Ein dänisches Ja könnte auch Schweden beeinflussen, glaubt Reinfeldt. „Wir beobachten mit großem Interesse, was dort passiert.“ Andere Spitzenpolitiker aus Regierung und Opposition bezweifeln, dass ein schwedisches Referendum in den nächsten Jahren aktuell werden könne, zu nahe liege noch das Nein von 2003.

Ein „Blitzvotum“ über den Euro werde es auch in Dänemark nicht geben, stellt Rasmussen klar. Er will sich nicht dem Vorwurf aussetzen, die Krise auszunützen. Einstweilen gibt er sich damit zufrieden, dass die Turbulenzen allen vor Augen geführt haben, was es kostet, wenn man draußen steht.

AUF EINEN BLICK

Vorteile des Euro.
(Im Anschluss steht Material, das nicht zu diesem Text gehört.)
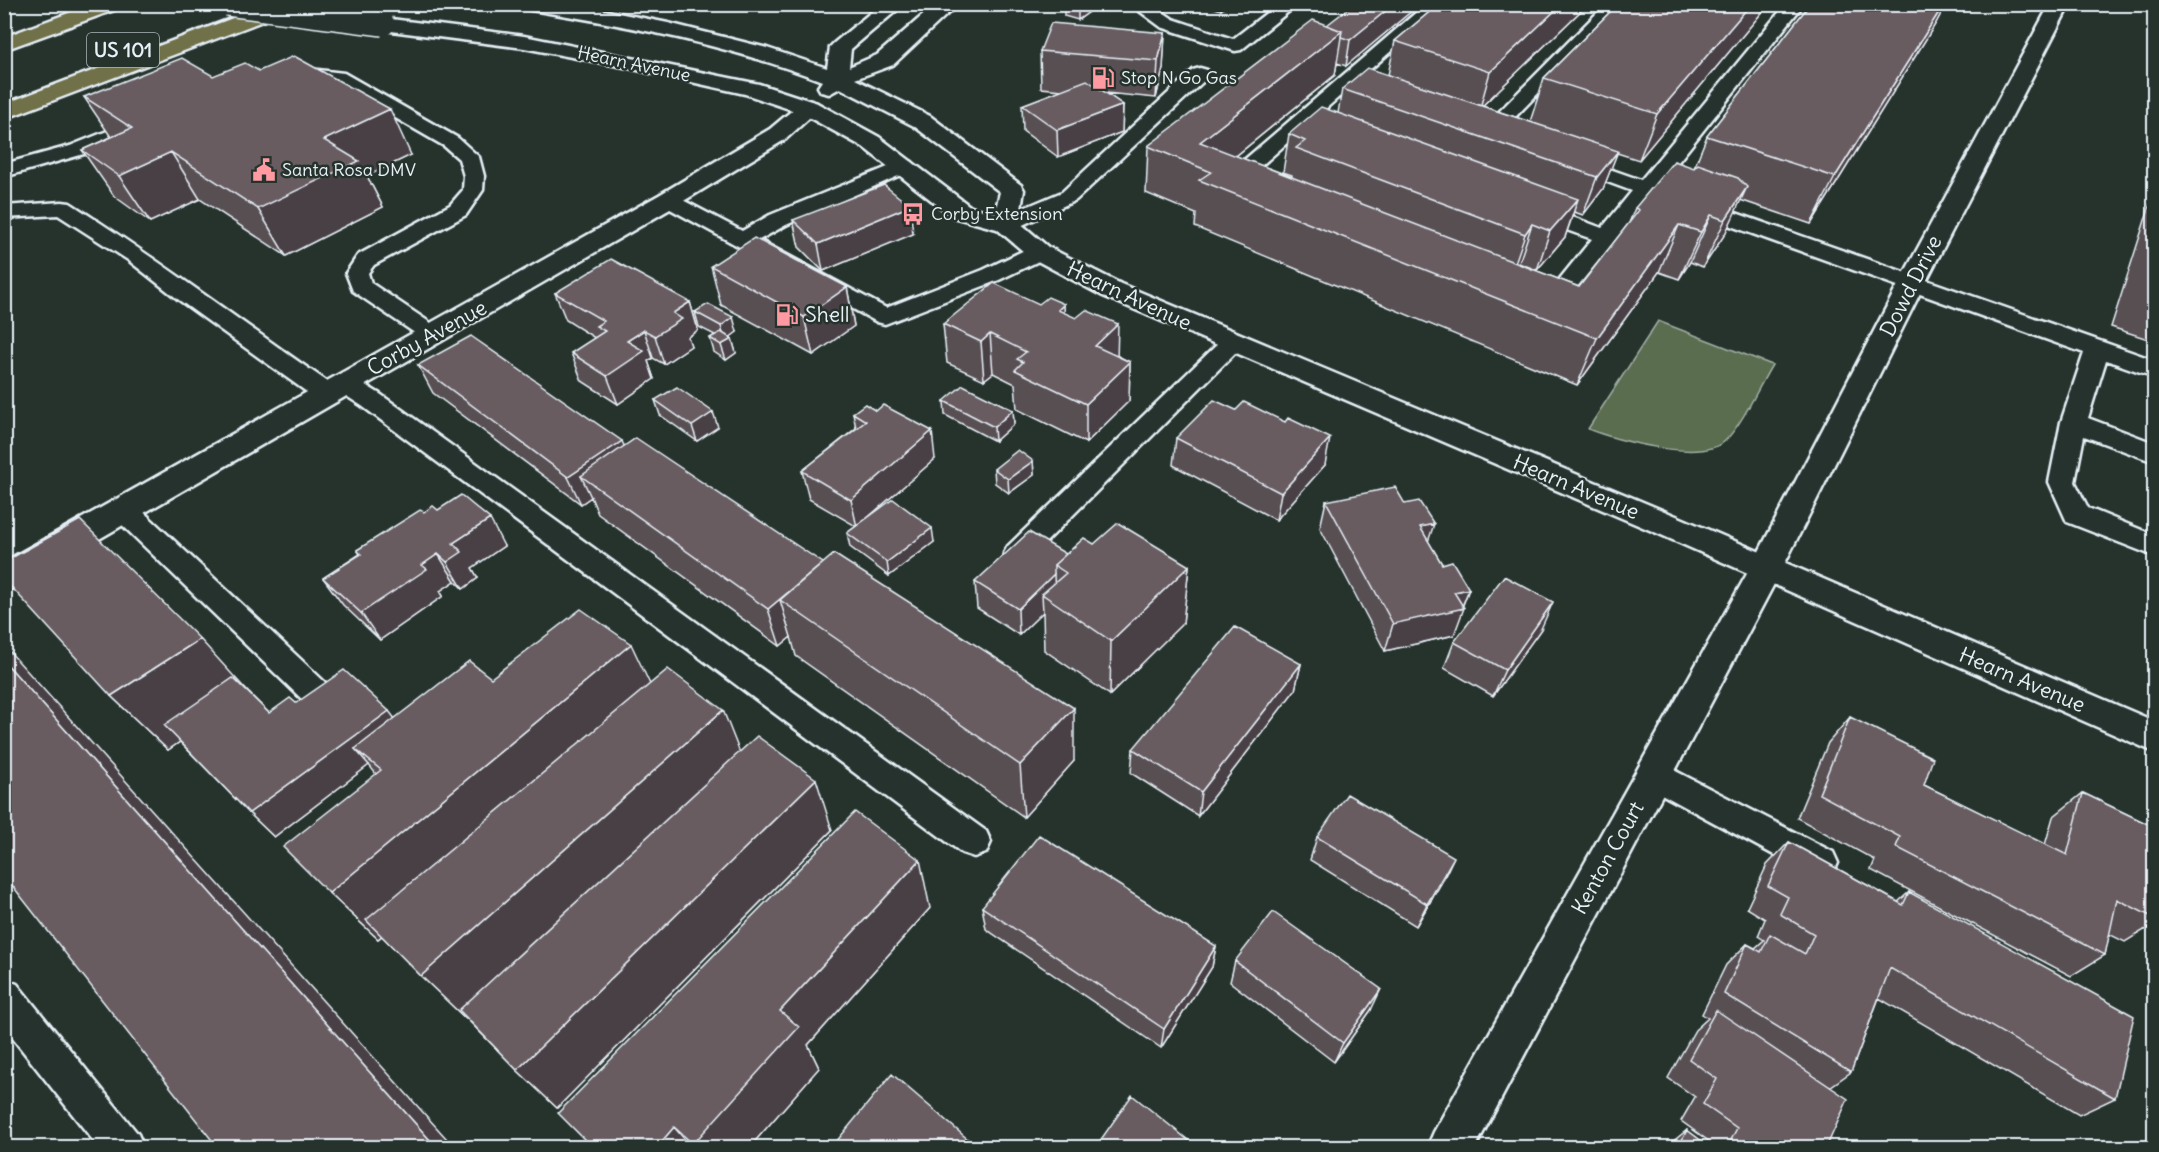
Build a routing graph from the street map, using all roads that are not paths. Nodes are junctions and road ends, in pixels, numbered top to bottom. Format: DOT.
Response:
graph roads {
  1 [pos="113,4"];
  2 [pos="227,4"];
  3 [pos="241,4"];
  4 [pos="290,4"];
  5 [pos="531,4"];
  6 [pos="894,4"];
  7 [pos="948,4"];
  8 [pos="1138,4"];
  9 [pos="1290,4"];
  10 [pos="1437,4"];
  11 [pos="1616,4"];
  12 [pos="1796,4"];
  13 [pos="2060,4"];
  14 [pos="4,44"];
  15 [pos="1200,74"];
  16 [pos="271,75"];
  17 [pos="836,79"];
  18 [pos="1345,82"];
  19 [pos="4,96"];
  20 [pos="1400,102"];
  21 [pos="809,108"];
  22 [pos="4,112"];
  23 [pos="165,113"];
  24 [pos="1296,124"];
  25 [pos="1466,125"];
  26 [pos="1319,132"];
  27 [pos="1488,133"];
  28 [pos="1511,141"];
  29 [pos="1556,157"];
  30 [pos="905,166"];
  31 [pos="4,171"];
  32 [pos="1646,189"];
  33 [pos="1251,191"];
  34 [pos="668,200"];
  35 [pos="1518,205"];
  36 [pos="4,212"];
  37 [pos="1006,224"];
  38 [pos="1606,237"];
  39 [pos="743,240"];
  40 [pos="1039,252"];
  41 [pos="1912,283"];
  42 [pos="1525,300"];
  43 [pos="433,335"];
  44 [pos="1233,342"];
  45 [pos="2097,349"];
  46 [pos="2154,369"];
  47 [pos="336,389"];
  48 [pos="2074,422"];
  49 [pos="2154,453"];
  50 [pos="124,510"];
  51 [pos="2154,546"];
  52 [pos="1018,553"];
  53 [pos="1766,569"];
  54 [pos="4,578"];
  55 [pos="320,697"];
  56 [pos="2154,737"];
  57 [pos="1654,774"];
  58 [pos="974,842"];
  59 [pos="1853,879"];
  60 [pos="4,998"];
  61 [pos="124,1148"];
  62 [pos="1450,1148"];
  1 -- 14 [label="highway, US 101"];
  2 -- 21 [label="main road, Hearn Avenue, bridge"];
  3 -- 19 [label="highway, US 101"];
  4 -- 22 [label="highway"];
  5 -- 17 [label="main road, Hearn Avenue"];
  6 -- 17 [label="main road"];
  7 -- 17 [label="main road, Corby Avenue"];
  8 -- 9 [label="lane"];
  10 -- 18 [label="lane"];
  11 -- 27 [label="lane"];
  12 -- 32 [label="lane"];
  13 -- 41 [label="main road, Dowd Drive"];
  15 -- 37 [label="lane"];
  16 -- 43 [label="lane"];
  17 -- 21 [label="main road, Corby Avenue"];
  17 -- 37 [label="main road, Hearn Avenue"];
  18 -- 20 [label="lane"];
  18 -- 24 [label="lane"];
  21 -- 30 [label="main road, Hearn Avenue"];
  21 -- 34 [label="main road, Corby Avenue"];
  23 -- 31 [label="lane"];
  24 -- 26 [label="lane"];
  24 -- 33 [label="lane"];
  25 -- 27 [label="lane"];
  27 -- 28 [label="lane"];
  29 -- 32 [label="lane"];
  30 -- 37 [label="main road, Hearn Avenue"];
  30 -- 39 [label="lane"];
  32 -- 38 [label="lane"];
  32 -- 41 [label="lane"];
  34 -- 39 [label="lane"];
  34 -- 43 [label="main road, Corby Avenue"];
  35 -- 38 [label="lane"];
  36 -- 47 [label="lane"];
  37 -- 40 [label="main road, Hearn Avenue"];
  38 -- 42 [label="lane"];
  39 -- 40 [label="lane"];
  40 -- 44 [label="main road, Hearn Avenue"];
  41 -- 45 [label="lane"];
  41 -- 53 [label="main road, Dowd Drive"];
  43 -- 47 [label="main road, Corby Avenue"];
  44 -- 52 [label="lane"];
  44 -- 53 [label="main road, Hearn Avenue"];
  45 -- 46 [label="lane"];
  45 -- 48 [label="lane"];
  47 -- 50 [label="main road, Corby Avenue"];
  47 -- 58 [label="lane"];
  48 -- 49 [label="lane"];
  48 -- 51 [label="lane"];
  50 -- 54 [label="main road, Corby Avenue"];
  50 -- 55 [label="lane"];
  53 -- 56 [label="main road, Hearn Avenue"];
  53 -- 57 [label="main road, Kenton Court"];
  57 -- 59 [label="lane"];
  57 -- 62 [label="main road, Kenton Court"];
  60 -- 61 [label="lane"];
}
Die Gemeinschaftswährung ist allein wegen ihrer Verbreitung, aber auch wegen der gemeinsamen Stützung durch 15 Teilnehmerländer stabiler als jede kleinere Währung. Der Euro ist deshalb nicht den gleichen Spekulationen ausgesetzt wie etwa die schwedische oder dänische Krone. Dazu kommt, dass Anleger dahin tendieren, in unruhigen Zeiten ihr Geld eher in einer großen, stabilen Währung anzulegen als in einer kleinen, volatilen Währung.

Nachteile für Kleinwährungen. Kommt eine wenig verbreitete Währung unter Druck, muss die nationale Zentralbank rasch gegensteuern. Oft geschieht dies über eine Zinsanhebung, um dem Kursverfall entgegenzuwirken. Dies bedeutet steigende Kreditkosten und einen Verlust an Wettbewerbsfähigkeit.